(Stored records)

______

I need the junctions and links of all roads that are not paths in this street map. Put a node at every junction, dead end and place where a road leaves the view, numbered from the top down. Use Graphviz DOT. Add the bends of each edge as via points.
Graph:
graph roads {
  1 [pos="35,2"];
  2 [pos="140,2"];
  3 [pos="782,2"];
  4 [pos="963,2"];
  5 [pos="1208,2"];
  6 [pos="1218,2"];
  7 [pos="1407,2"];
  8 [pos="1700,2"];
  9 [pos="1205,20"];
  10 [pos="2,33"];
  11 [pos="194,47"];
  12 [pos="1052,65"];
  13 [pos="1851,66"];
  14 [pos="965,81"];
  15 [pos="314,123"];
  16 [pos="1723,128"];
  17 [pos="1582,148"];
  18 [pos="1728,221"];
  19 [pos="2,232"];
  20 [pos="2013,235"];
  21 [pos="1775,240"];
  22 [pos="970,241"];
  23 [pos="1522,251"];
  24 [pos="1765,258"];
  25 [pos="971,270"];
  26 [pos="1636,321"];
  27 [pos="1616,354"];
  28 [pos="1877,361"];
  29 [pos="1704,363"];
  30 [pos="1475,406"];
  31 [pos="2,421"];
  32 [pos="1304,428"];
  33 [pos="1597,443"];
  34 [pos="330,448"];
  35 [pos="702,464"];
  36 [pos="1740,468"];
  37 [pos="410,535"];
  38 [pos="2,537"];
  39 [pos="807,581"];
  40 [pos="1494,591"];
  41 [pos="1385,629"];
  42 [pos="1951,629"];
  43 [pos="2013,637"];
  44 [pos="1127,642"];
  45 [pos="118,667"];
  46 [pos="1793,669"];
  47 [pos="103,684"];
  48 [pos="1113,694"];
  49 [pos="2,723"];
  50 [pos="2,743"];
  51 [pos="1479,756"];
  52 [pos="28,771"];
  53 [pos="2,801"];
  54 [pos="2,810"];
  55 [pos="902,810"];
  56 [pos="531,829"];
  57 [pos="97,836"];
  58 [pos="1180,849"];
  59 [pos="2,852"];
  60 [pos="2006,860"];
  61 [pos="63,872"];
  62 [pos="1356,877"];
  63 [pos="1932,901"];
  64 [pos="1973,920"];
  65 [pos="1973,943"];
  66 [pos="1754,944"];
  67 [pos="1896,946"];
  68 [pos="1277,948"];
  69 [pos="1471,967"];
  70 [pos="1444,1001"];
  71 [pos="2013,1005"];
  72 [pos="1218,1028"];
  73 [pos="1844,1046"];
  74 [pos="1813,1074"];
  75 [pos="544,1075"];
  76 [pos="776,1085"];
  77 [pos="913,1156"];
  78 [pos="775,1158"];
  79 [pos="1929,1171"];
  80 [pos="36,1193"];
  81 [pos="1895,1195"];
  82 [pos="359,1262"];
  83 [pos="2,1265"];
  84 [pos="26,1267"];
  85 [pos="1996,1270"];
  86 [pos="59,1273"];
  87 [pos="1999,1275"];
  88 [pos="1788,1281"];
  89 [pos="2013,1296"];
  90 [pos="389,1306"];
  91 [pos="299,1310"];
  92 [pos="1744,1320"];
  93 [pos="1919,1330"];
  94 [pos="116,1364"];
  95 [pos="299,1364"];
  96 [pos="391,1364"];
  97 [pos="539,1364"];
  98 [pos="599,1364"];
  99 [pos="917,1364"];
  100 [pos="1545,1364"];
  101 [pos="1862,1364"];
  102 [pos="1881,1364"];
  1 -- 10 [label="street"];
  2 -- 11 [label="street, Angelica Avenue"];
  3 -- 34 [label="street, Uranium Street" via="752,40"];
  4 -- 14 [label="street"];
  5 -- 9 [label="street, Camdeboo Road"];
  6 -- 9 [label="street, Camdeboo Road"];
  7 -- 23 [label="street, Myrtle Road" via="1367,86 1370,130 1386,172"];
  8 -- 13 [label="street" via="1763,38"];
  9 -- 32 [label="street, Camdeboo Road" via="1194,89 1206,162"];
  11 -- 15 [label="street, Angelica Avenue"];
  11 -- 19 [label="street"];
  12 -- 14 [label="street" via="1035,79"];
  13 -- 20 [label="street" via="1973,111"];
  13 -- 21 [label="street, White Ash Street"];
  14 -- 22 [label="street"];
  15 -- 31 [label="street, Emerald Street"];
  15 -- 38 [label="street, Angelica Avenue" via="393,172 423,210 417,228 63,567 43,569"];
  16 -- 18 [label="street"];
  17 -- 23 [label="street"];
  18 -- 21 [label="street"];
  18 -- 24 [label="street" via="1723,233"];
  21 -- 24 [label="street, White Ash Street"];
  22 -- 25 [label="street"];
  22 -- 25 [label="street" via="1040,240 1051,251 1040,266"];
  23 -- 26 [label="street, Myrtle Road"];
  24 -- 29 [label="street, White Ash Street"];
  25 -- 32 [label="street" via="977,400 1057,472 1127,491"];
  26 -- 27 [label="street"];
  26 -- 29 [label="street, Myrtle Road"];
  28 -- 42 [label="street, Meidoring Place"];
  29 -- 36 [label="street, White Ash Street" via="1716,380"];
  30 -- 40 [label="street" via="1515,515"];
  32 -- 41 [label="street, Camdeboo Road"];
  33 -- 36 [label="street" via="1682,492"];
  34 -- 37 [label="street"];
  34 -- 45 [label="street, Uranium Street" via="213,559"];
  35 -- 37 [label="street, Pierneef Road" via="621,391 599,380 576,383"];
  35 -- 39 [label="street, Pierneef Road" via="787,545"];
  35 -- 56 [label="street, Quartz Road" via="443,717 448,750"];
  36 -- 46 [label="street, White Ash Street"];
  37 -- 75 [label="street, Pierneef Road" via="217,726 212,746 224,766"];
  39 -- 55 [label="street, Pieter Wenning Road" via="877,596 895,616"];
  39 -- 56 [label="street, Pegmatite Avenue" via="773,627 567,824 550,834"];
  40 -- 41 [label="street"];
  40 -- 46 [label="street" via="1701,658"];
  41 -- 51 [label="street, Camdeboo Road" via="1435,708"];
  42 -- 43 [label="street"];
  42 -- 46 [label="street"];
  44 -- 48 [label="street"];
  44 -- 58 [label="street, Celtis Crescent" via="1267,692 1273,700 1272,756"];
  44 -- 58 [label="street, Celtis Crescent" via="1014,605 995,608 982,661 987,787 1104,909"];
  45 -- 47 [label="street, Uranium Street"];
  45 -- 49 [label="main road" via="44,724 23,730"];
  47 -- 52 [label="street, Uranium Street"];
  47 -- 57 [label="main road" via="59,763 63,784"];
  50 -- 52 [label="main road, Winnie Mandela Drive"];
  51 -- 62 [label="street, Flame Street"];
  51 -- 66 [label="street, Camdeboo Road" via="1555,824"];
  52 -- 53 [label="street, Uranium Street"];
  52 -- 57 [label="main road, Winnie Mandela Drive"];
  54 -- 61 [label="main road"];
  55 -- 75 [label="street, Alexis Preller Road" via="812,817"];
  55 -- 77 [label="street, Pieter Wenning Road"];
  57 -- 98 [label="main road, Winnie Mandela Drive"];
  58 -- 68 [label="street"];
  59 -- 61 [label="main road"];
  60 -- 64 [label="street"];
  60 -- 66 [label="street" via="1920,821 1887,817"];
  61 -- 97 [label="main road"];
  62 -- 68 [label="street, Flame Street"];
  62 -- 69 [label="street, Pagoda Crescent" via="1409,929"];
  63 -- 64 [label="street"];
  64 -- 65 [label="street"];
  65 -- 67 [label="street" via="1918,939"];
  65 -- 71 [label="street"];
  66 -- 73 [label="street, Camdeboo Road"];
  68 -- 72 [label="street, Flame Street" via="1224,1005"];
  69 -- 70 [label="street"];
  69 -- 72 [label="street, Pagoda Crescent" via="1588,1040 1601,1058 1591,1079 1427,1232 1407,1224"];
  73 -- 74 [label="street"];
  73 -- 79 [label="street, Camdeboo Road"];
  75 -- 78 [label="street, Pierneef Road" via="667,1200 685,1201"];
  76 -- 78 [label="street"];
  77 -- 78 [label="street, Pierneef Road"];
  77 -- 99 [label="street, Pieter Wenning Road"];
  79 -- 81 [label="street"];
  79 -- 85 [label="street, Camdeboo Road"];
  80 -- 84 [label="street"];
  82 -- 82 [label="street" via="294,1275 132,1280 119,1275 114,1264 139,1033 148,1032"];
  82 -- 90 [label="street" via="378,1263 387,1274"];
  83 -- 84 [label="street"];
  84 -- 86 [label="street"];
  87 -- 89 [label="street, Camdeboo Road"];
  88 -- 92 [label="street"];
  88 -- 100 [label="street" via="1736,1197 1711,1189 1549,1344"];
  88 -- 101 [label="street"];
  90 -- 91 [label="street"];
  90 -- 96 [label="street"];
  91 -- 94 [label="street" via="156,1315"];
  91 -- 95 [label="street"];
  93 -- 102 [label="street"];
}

______

▶ WORK REQUEST:
Above are the entries; count how many of their lines contain the word "Uranium" and give only that number.

▶ TASK SOLUTION:
5